### The task
What lines in the data below mention the string "Camino"? Copy them out.

### Data shown
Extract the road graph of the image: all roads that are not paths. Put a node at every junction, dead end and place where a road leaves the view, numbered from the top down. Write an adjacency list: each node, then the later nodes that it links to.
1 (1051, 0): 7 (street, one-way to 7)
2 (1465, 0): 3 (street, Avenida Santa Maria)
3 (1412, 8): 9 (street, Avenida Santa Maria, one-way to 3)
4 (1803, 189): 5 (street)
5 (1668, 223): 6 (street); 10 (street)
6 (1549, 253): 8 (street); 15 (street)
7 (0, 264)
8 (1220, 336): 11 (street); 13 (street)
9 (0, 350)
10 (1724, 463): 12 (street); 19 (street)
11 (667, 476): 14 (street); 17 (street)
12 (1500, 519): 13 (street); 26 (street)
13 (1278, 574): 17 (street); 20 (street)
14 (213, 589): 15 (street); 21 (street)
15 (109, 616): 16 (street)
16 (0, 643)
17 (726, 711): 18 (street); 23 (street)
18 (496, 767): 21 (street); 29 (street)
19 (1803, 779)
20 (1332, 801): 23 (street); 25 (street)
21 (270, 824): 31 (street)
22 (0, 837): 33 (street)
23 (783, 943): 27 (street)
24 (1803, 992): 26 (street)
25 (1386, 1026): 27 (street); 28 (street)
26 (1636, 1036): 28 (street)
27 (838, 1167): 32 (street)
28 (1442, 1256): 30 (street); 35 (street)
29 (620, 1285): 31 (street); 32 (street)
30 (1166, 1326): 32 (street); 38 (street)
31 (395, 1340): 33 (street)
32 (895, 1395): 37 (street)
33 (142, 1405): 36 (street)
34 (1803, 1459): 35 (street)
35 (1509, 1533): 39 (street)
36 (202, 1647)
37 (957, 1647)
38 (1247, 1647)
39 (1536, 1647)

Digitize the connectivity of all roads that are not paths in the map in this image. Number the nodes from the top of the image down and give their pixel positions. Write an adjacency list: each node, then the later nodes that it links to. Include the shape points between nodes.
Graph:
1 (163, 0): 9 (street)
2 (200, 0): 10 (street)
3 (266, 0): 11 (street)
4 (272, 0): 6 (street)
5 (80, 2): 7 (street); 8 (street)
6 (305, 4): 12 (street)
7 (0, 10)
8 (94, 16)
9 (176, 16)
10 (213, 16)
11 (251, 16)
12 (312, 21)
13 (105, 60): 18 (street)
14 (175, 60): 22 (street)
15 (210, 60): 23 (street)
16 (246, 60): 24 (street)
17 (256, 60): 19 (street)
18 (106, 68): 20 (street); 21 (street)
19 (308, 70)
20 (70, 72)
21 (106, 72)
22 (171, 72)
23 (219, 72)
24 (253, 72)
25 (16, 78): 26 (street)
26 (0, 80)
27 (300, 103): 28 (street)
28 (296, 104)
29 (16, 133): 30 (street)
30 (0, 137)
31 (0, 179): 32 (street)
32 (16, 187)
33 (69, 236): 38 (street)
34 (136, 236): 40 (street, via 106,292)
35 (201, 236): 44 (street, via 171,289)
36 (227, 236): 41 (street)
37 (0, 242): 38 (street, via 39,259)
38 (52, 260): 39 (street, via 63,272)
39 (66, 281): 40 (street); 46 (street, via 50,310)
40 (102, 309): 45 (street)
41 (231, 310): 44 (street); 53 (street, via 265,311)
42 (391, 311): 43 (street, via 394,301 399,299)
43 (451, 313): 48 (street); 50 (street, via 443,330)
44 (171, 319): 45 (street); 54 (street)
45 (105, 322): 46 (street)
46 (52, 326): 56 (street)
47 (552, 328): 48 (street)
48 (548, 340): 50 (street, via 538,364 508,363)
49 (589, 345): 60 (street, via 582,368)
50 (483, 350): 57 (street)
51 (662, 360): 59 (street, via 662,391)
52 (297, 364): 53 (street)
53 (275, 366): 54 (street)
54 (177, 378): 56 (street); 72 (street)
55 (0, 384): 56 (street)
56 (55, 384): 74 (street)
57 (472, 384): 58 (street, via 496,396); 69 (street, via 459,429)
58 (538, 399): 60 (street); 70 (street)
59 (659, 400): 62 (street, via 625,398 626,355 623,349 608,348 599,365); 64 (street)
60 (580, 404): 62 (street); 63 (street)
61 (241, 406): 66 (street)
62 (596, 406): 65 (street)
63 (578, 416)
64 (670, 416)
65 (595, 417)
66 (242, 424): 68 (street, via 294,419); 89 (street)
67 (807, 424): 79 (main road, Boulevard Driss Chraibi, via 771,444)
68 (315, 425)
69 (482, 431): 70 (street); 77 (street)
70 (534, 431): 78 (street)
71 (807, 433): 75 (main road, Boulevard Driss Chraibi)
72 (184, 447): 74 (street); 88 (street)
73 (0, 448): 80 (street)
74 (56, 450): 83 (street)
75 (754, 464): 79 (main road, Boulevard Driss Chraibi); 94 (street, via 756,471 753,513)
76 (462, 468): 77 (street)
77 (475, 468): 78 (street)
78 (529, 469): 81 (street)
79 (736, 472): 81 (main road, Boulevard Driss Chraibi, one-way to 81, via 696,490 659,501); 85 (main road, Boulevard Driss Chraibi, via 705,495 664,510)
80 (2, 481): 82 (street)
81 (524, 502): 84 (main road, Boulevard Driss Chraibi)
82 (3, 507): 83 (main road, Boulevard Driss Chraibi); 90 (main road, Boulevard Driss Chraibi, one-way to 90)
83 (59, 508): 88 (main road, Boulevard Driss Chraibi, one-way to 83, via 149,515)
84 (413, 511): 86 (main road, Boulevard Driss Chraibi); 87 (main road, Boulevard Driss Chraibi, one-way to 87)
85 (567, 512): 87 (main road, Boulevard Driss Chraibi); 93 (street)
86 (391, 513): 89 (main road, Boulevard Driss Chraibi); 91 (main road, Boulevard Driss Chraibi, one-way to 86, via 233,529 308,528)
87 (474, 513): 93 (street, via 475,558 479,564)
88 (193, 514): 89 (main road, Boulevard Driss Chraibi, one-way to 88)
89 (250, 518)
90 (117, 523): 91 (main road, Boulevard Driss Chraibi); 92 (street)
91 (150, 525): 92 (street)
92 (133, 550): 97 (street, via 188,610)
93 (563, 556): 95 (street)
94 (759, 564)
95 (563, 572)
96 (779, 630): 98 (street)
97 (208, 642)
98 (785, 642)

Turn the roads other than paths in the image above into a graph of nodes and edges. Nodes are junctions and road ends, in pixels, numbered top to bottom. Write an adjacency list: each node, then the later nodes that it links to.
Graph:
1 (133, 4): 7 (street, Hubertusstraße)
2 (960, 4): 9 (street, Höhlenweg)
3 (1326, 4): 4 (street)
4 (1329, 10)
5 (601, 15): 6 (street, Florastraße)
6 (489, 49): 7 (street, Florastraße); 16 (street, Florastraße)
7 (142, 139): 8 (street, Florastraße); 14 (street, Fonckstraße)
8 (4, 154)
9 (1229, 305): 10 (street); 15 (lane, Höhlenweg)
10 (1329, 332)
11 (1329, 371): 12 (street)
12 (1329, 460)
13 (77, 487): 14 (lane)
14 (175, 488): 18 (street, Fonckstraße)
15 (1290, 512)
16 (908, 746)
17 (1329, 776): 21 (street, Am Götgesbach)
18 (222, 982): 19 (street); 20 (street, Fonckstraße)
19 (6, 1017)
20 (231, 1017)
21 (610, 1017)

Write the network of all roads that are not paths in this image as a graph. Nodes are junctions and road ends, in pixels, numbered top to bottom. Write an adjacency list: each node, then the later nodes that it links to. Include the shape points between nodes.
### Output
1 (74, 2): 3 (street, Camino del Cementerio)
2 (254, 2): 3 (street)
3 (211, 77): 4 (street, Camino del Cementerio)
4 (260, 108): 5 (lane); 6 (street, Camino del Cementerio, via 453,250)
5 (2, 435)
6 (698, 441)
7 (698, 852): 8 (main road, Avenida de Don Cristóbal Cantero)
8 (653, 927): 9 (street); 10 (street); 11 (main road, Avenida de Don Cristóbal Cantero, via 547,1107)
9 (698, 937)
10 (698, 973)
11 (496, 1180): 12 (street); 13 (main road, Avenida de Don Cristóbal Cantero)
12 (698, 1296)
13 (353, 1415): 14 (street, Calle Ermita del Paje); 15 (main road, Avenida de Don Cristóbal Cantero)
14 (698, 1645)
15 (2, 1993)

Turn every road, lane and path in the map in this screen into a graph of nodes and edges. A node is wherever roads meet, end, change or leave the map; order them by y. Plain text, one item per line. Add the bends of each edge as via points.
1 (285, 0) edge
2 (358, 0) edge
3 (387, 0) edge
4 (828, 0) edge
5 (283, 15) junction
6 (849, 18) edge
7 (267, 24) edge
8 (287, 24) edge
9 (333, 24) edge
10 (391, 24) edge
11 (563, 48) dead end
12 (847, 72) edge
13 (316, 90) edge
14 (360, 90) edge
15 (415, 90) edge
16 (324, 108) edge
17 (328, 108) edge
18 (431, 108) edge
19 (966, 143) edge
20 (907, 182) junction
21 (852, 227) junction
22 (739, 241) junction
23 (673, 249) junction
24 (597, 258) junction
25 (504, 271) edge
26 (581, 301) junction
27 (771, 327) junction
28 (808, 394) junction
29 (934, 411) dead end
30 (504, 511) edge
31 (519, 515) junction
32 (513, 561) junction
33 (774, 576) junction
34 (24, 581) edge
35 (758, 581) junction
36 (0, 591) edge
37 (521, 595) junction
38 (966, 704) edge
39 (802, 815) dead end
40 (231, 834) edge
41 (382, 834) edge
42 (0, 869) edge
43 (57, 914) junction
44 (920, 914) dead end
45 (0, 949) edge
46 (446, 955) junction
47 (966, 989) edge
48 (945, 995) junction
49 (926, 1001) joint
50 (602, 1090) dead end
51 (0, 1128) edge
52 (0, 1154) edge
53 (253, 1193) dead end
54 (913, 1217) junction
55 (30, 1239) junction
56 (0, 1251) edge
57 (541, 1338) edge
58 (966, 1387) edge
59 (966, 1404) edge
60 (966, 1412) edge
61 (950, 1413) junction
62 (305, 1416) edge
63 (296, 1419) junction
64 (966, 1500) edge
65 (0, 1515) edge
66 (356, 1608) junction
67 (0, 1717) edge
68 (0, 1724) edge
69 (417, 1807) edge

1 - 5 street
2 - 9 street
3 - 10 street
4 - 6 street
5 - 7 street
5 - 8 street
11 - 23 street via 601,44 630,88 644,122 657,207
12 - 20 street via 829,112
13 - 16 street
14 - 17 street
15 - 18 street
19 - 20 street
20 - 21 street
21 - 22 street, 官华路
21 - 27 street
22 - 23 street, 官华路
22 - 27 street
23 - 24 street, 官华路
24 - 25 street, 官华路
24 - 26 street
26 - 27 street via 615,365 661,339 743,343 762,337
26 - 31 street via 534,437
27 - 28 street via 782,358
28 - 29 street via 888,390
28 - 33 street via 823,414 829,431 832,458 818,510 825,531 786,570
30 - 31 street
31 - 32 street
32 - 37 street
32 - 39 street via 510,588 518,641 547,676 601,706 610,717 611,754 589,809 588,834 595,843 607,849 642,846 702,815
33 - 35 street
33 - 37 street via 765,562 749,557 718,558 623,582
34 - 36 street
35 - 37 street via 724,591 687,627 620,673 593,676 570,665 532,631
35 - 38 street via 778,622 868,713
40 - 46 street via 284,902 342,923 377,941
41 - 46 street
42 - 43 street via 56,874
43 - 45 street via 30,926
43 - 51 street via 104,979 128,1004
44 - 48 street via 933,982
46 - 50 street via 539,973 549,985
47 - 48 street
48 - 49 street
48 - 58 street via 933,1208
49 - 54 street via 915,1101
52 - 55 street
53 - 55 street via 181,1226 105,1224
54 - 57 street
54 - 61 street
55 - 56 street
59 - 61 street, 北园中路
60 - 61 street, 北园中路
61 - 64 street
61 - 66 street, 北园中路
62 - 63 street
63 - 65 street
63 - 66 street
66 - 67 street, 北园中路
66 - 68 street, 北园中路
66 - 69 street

### Expected output
1 (74, 2): 3 (street, Camino del Cementerio)
3 (211, 77): 4 (street, Camino del Cementerio)
4 (260, 108): 5 (lane); 6 (street, Camino del Cementerio, via 453,250)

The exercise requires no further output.